Local Plastic Deformation and Failure Behavior of Nd:YAG Laser Welds in AA5182-O and AA6111-T4

Abstract

An experimental methodology that quantifies tensile properties and damage accumulation in Nd:YAG laser welds in aluminum sheet metals is presented. Coupons identified as AA5182-O and AA6111-T4, with bead-on-plate and lap welds in various configurations, were quasi-statically strained to fracture in a miniature tensile stage. Two-dimensional strain fields, measured with a state-of-the-art digital image correlation (DIC) algorithm, served as the basis for the calculation of true stress–true strain behavior and the salient tensile properties of the weld materials.
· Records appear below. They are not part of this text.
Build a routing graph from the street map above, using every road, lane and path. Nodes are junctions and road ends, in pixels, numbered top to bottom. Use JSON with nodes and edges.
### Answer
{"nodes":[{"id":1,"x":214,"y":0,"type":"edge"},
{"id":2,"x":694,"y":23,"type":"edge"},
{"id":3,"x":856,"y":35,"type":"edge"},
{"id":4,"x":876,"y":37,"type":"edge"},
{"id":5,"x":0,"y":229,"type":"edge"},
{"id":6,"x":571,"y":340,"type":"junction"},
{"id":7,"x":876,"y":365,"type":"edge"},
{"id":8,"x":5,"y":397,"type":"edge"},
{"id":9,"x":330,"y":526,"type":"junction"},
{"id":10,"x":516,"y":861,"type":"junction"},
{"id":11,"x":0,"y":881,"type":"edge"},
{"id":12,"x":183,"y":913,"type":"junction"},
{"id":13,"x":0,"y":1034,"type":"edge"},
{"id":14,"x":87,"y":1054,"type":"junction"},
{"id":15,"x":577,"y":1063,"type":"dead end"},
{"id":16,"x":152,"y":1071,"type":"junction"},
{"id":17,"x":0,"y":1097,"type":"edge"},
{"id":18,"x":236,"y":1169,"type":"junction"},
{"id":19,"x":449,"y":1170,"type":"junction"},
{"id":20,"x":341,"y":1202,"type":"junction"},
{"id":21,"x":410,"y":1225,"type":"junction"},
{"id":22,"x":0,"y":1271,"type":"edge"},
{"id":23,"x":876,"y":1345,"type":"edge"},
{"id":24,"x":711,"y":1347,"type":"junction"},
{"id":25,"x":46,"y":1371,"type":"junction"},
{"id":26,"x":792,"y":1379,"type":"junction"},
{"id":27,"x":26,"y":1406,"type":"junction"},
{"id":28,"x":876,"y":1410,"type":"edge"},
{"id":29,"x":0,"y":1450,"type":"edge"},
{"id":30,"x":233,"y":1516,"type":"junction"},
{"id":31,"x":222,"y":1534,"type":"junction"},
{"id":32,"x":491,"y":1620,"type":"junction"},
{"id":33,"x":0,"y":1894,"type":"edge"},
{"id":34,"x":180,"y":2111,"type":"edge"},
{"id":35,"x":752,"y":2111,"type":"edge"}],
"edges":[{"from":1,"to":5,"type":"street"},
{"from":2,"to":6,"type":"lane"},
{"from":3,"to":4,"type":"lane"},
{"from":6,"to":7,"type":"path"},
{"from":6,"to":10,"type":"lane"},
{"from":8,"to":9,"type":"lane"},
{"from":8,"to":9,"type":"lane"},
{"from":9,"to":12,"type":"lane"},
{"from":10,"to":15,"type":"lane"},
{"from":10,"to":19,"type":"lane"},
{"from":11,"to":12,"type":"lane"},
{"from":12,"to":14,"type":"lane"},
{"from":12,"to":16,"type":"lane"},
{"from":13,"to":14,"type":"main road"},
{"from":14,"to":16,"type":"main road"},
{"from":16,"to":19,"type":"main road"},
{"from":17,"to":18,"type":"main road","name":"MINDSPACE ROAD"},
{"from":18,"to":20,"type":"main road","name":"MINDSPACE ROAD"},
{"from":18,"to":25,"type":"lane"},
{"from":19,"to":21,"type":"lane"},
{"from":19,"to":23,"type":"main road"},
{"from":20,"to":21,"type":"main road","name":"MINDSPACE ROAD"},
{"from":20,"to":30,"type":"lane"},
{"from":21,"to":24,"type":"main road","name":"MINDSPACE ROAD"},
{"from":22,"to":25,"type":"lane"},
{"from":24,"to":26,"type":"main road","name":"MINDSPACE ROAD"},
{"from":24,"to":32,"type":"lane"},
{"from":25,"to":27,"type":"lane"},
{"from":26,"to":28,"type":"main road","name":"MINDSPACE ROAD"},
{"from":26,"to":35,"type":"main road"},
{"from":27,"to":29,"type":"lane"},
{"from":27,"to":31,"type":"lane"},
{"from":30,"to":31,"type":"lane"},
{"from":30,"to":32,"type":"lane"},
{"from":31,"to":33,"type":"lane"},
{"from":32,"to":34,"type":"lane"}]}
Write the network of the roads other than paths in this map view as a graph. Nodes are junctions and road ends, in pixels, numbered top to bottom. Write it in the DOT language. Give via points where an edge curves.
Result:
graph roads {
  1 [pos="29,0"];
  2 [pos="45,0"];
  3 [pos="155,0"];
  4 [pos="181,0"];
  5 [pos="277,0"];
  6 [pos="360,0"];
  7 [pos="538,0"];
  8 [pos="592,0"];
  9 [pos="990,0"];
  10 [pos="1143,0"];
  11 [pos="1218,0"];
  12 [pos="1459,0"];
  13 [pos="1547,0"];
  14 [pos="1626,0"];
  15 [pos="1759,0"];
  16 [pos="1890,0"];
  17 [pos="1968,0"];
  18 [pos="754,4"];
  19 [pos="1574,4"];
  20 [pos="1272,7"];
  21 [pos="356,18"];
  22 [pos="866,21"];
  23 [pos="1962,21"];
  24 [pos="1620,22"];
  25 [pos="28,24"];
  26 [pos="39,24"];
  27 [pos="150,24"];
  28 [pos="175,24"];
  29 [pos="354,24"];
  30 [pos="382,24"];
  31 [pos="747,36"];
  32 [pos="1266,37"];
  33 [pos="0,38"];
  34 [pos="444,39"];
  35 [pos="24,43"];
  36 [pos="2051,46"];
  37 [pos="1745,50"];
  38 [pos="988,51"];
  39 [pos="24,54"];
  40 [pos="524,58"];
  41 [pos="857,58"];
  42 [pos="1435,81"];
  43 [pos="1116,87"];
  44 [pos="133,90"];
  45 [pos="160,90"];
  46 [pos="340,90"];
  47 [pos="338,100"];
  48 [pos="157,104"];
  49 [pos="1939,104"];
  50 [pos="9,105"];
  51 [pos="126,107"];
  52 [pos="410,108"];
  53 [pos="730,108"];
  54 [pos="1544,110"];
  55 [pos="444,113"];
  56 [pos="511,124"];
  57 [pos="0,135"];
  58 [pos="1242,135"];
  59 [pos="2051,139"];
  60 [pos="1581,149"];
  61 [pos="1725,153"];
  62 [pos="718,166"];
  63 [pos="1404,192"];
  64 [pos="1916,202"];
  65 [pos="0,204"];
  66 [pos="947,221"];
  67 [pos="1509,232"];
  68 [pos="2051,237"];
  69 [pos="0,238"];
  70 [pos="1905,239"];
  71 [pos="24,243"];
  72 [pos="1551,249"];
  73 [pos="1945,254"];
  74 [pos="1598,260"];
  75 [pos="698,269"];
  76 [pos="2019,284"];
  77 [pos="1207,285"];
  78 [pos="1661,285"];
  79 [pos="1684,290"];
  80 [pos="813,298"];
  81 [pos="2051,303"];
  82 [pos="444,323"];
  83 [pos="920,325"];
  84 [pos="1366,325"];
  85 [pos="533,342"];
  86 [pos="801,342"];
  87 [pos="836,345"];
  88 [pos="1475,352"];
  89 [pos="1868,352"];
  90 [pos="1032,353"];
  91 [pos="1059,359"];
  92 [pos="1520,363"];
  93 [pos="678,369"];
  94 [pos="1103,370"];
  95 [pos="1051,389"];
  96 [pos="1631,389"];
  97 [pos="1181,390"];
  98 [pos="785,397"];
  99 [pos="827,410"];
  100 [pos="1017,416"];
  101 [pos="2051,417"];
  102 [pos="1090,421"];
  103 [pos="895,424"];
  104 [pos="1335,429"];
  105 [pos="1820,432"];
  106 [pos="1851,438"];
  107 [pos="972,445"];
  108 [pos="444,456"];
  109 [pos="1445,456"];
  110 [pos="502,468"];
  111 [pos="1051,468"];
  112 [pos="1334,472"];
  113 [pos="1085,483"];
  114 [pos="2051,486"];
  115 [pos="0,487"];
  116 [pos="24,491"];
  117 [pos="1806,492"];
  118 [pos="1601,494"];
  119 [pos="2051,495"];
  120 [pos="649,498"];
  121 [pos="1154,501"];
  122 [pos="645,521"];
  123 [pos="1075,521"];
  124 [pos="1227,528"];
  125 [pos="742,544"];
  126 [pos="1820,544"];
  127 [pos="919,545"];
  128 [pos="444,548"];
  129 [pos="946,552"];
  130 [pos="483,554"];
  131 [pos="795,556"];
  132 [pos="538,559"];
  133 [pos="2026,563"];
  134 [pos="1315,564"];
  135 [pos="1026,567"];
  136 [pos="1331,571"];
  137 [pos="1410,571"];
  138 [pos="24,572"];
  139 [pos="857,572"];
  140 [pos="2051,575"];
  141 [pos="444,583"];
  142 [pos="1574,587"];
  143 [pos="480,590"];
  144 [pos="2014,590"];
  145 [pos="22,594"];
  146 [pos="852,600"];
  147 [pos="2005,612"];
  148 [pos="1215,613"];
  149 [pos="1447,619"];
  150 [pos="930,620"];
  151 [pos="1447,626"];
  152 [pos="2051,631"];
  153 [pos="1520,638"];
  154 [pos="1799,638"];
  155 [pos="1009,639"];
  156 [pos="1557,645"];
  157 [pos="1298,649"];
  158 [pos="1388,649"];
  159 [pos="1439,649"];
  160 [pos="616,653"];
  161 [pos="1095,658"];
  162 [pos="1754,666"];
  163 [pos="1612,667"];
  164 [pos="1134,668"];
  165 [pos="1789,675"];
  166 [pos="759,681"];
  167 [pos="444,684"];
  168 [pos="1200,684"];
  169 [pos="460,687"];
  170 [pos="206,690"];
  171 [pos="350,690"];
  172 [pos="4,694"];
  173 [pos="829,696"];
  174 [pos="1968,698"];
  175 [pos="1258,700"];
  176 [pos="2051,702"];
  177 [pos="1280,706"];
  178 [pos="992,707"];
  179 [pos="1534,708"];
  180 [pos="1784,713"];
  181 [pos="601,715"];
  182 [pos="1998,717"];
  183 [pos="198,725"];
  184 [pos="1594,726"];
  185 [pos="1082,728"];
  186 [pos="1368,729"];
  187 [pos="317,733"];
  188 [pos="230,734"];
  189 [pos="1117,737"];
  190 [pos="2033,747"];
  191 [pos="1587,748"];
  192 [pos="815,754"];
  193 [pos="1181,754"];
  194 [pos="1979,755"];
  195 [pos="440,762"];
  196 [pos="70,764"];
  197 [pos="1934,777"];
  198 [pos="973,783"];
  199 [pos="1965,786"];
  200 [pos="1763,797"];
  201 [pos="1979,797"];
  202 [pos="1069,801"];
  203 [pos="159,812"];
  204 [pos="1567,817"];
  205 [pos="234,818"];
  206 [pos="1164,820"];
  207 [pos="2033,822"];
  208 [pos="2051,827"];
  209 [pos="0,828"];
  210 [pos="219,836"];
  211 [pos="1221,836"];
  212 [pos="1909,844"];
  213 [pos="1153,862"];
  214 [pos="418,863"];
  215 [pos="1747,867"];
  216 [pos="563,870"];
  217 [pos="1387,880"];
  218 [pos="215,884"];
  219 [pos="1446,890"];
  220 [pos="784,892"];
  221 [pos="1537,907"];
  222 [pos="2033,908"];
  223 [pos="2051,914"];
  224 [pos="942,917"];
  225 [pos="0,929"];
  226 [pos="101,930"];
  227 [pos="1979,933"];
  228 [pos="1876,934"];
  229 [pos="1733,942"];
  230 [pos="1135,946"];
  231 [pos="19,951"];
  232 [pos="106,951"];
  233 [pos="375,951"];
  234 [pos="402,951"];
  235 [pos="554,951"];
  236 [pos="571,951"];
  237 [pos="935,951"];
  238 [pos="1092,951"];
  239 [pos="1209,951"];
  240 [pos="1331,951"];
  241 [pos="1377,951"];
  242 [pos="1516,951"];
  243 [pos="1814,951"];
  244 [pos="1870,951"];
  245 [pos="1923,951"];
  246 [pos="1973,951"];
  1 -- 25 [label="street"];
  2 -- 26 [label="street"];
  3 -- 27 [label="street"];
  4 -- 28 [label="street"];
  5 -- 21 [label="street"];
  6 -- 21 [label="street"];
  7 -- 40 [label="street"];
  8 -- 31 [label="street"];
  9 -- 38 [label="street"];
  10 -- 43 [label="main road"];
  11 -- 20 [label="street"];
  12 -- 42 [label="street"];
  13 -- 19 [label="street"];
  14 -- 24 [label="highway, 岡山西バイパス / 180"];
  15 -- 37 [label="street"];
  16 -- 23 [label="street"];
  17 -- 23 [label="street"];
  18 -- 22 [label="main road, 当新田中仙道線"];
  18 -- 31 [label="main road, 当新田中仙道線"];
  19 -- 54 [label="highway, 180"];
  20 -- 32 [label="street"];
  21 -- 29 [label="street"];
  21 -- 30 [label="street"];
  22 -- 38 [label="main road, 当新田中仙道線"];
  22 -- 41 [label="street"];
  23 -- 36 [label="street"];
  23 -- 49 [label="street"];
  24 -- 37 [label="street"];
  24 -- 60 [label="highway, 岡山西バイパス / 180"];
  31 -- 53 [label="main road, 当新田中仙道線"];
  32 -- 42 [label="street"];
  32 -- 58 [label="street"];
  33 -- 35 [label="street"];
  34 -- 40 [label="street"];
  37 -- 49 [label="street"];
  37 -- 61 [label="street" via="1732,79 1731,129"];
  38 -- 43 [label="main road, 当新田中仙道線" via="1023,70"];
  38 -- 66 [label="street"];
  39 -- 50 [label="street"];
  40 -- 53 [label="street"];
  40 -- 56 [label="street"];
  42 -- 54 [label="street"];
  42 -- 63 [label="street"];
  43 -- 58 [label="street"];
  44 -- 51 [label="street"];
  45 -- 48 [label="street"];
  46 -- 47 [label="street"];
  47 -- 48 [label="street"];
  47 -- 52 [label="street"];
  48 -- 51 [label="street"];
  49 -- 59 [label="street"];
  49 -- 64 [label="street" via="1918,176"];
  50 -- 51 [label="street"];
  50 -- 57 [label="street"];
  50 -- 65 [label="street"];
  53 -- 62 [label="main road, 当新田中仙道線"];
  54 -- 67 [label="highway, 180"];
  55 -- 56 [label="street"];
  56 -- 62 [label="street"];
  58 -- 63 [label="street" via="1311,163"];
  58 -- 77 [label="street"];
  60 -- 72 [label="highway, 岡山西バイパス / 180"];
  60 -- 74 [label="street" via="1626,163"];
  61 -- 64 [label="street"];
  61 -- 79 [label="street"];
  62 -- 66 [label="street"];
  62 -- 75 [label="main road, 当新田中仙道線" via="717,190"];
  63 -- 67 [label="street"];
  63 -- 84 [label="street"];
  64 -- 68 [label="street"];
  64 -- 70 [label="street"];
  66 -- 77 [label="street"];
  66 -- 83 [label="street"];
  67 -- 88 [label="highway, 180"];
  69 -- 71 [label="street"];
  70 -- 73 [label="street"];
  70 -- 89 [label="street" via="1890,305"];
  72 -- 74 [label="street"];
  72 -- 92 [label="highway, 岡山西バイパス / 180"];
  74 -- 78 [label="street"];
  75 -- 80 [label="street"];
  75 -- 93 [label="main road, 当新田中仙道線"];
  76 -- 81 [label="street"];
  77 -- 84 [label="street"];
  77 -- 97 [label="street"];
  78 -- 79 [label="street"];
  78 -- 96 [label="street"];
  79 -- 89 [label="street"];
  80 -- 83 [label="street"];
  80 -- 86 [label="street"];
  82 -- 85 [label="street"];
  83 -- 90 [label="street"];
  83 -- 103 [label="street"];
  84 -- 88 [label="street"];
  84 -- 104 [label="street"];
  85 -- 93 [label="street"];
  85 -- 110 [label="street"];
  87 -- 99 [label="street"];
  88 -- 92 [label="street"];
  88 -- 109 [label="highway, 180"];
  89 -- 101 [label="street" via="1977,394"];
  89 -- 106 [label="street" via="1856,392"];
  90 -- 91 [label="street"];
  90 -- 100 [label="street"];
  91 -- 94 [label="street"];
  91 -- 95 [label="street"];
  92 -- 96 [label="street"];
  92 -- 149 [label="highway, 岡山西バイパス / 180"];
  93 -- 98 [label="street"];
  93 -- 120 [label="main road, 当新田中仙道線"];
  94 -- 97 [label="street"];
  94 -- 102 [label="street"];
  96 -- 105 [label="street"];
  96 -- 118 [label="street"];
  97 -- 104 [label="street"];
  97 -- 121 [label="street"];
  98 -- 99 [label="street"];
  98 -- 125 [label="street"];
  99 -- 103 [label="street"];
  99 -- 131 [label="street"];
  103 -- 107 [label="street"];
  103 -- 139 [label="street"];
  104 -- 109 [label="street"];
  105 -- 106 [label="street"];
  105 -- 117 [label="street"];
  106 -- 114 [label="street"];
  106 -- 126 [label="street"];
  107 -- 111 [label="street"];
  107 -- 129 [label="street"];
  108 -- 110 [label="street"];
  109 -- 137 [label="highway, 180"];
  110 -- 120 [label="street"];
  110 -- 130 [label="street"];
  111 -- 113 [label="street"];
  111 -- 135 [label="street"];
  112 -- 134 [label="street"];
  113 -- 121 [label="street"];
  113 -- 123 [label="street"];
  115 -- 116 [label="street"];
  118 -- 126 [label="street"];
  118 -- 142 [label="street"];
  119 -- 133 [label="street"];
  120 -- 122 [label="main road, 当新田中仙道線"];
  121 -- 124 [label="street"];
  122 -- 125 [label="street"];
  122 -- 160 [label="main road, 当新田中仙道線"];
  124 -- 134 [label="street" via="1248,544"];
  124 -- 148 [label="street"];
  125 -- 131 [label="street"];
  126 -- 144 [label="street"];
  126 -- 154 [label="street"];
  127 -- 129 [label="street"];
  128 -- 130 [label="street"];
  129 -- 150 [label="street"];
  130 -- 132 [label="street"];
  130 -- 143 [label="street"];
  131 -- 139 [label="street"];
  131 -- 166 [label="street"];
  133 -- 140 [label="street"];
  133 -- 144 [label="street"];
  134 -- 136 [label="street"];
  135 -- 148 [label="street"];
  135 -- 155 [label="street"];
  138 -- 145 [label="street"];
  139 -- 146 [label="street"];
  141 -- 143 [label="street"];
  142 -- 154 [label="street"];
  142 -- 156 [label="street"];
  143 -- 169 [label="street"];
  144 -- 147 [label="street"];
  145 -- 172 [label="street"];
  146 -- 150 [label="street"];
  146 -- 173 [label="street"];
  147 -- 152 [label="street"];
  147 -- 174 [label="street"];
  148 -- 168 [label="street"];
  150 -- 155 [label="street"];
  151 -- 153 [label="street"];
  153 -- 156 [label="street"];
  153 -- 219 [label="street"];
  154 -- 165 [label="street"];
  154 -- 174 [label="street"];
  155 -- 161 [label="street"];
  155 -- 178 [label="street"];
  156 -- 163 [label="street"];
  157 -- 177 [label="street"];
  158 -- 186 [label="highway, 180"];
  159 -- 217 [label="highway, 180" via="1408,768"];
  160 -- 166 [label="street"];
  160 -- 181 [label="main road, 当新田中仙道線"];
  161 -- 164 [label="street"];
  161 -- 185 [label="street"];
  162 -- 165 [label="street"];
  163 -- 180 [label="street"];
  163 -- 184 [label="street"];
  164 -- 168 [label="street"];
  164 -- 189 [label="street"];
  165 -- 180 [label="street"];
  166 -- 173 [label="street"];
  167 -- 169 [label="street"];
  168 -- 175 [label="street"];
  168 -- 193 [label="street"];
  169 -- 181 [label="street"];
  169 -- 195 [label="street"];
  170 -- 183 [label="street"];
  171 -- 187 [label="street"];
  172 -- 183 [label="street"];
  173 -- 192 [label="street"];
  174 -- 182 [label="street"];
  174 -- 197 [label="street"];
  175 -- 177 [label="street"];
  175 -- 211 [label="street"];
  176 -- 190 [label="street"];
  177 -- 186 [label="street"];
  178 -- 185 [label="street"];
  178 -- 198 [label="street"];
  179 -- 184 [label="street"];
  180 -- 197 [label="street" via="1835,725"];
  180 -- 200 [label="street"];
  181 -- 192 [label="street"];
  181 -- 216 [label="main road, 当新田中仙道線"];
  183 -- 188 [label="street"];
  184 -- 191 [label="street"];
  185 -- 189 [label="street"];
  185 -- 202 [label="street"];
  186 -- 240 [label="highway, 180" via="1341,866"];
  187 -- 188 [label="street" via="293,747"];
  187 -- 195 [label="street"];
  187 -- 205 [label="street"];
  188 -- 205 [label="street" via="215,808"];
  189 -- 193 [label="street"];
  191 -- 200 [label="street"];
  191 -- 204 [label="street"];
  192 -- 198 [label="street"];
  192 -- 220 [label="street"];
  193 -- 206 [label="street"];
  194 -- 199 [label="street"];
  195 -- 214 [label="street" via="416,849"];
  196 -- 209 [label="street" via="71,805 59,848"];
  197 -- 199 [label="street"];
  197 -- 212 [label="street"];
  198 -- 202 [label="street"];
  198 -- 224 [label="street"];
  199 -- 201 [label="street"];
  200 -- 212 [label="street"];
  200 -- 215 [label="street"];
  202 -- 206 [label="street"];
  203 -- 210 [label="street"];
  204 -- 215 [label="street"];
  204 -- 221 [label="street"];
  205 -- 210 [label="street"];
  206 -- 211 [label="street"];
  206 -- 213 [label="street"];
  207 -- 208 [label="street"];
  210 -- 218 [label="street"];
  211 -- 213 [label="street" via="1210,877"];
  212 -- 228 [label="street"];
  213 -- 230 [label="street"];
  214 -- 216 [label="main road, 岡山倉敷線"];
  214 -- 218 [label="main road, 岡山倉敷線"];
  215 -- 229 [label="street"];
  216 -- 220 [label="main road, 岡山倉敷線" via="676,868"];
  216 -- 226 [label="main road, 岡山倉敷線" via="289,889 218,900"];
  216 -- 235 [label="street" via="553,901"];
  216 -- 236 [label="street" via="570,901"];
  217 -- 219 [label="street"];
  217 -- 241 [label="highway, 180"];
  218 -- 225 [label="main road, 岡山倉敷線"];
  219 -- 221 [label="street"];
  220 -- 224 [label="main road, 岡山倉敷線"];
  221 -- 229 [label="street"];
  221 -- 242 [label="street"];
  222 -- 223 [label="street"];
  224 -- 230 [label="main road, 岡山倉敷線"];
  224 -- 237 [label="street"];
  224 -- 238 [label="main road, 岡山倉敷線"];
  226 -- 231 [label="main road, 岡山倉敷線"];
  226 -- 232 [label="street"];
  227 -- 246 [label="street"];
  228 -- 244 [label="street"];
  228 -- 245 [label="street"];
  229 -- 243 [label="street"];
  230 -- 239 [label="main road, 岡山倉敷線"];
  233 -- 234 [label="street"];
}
Scanning electron microscopy (SEM) analysis provided estimates of fracture strength, while ultrasonic microscopy was used to quantify weld porosity and establish a qualitative linkage with observed deformation behavior. Although containing substantial porosity, the AA5182-O all-weld material was found to have greater ductility than the AA6111-T4 material. The nominal strength of the AA5182-O/AA6111-T4 lap welds exceeded that of welds in AA6111-T4/AA5182-O, up to 50 pct strain. This suggests that bimaterial lap-weld strength at large plastic strains is dependent upon the placement of each Al alloy relative to the laser beam. Atomic force microscopy confirmed that fracture consistently occurred along weld/base metal interfaces, irrespective of the alloy type.